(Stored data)
Start of Block

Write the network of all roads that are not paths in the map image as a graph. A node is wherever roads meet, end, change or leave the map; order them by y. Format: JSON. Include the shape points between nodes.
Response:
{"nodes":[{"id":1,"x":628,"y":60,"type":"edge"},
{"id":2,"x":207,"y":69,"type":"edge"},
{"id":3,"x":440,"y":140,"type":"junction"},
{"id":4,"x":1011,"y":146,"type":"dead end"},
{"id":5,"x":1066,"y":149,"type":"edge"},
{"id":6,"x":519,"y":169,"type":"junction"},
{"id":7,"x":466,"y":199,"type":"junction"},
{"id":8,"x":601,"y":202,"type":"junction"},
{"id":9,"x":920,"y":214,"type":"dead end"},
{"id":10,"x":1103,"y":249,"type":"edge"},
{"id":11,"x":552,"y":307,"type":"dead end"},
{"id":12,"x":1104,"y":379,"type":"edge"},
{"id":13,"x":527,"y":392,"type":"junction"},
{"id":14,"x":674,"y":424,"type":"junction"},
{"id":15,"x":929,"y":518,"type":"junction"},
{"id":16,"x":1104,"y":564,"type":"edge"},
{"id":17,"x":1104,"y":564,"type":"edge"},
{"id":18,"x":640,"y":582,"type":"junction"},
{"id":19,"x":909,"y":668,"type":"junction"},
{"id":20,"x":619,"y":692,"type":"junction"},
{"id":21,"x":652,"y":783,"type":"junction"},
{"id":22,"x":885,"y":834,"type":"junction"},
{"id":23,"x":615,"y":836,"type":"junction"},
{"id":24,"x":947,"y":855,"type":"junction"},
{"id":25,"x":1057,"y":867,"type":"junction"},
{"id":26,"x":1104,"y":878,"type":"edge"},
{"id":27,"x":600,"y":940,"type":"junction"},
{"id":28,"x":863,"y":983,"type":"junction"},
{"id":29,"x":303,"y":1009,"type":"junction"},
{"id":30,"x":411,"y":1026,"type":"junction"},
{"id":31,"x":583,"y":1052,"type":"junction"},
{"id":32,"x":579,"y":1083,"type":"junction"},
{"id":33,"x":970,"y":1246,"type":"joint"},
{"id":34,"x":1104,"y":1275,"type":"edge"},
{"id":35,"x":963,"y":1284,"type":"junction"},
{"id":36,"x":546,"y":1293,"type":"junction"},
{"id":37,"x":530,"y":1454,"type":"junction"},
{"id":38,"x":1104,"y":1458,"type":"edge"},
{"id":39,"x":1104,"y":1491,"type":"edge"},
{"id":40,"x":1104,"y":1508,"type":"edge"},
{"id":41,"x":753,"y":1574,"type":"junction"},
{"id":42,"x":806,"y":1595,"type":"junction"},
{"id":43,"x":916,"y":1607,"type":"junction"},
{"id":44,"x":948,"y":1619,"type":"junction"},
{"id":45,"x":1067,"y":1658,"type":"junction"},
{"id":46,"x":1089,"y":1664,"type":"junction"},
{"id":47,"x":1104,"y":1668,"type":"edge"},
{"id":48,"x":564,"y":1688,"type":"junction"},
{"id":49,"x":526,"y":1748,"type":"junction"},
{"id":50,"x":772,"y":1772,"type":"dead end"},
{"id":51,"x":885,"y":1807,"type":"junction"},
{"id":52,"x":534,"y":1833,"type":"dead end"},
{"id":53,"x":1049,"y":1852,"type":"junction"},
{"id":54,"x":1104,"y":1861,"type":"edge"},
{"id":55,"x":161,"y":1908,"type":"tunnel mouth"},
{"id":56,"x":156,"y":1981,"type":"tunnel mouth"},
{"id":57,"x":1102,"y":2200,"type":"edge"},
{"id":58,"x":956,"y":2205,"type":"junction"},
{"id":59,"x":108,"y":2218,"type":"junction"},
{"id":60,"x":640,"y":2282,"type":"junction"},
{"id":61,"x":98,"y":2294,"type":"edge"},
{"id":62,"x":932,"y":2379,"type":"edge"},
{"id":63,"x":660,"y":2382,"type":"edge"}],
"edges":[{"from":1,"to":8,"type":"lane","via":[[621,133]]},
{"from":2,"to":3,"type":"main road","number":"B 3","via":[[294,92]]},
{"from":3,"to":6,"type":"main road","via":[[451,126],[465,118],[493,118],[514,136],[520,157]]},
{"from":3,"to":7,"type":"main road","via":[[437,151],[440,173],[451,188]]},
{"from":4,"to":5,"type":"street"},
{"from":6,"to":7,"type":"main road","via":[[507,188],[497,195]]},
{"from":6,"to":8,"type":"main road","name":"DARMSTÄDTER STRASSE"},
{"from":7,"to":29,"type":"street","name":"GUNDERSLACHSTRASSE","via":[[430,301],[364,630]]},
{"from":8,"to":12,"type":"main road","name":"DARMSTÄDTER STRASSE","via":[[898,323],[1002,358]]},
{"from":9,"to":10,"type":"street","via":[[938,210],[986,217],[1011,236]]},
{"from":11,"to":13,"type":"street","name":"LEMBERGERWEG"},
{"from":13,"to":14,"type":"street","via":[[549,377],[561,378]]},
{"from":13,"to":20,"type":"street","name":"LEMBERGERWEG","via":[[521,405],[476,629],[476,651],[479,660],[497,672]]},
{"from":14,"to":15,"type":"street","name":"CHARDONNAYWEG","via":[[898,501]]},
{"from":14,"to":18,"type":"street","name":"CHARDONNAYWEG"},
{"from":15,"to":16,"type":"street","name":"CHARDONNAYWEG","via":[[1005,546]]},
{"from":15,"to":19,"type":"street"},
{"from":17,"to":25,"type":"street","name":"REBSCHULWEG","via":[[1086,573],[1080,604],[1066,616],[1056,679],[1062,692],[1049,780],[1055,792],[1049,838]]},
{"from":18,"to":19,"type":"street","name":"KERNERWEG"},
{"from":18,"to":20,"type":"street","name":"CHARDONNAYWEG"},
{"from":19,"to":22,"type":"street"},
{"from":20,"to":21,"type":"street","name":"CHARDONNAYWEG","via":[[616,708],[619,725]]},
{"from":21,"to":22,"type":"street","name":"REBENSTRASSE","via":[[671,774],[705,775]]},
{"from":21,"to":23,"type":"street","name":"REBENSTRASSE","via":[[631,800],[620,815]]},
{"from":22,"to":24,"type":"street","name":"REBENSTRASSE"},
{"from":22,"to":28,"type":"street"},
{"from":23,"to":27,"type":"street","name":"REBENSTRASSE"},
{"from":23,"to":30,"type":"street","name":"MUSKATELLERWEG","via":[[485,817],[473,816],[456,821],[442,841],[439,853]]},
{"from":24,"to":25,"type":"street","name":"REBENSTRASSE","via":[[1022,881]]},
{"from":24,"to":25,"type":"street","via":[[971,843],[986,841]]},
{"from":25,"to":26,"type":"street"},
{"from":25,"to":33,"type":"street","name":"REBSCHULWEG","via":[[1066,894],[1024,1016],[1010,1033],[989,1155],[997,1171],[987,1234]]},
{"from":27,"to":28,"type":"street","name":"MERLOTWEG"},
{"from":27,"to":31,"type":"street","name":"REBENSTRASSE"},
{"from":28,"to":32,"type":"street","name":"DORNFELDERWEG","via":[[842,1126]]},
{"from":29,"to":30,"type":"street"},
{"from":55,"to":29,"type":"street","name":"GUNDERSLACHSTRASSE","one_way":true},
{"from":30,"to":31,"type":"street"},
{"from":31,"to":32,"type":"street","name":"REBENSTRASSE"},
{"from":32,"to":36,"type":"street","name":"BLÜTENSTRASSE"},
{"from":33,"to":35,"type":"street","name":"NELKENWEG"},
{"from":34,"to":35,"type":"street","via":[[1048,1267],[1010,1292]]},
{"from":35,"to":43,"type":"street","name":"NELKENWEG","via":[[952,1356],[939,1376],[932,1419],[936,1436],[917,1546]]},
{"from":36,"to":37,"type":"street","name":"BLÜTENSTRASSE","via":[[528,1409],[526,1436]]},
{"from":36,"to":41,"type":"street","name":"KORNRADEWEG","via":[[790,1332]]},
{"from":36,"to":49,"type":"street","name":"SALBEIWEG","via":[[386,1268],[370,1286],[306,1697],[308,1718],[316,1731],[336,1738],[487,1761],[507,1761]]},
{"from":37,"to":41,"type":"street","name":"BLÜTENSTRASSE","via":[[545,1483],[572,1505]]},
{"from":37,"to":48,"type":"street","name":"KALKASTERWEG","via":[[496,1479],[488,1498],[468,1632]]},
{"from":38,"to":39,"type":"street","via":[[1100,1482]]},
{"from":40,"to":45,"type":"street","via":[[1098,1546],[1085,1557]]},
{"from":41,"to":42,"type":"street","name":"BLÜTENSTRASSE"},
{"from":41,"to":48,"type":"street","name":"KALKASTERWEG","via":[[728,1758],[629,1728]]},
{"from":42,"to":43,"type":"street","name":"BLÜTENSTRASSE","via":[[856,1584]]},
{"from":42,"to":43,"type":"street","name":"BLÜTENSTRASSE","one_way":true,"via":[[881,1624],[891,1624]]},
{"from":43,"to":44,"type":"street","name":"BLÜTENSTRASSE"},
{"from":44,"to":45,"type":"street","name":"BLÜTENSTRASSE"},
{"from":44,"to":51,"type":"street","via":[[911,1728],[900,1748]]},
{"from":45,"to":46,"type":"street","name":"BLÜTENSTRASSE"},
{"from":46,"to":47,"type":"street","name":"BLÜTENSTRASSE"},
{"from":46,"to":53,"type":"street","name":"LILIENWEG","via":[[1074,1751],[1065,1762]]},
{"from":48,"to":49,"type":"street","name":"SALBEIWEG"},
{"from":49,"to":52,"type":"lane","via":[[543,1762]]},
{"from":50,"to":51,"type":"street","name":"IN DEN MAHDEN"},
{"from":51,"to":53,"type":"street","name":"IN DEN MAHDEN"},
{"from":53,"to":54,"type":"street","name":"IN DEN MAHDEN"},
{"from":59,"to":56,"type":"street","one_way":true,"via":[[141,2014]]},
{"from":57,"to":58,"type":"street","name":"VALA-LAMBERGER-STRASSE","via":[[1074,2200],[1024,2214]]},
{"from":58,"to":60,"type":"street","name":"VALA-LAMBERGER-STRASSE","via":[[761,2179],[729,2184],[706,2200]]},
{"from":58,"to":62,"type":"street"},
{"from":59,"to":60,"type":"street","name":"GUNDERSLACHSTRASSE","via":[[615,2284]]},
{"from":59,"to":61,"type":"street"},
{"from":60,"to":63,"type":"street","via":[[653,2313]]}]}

End of Block

• **YOUR TASK**
From the records above, copy each line in which the string "tunnel" occurs.

• **ANSWER BOX**
{"id":55,"x":161,"y":1908,"type":"tunnel mouth"},
{"id":56,"x":156,"y":1981,"type":"tunnel mouth"},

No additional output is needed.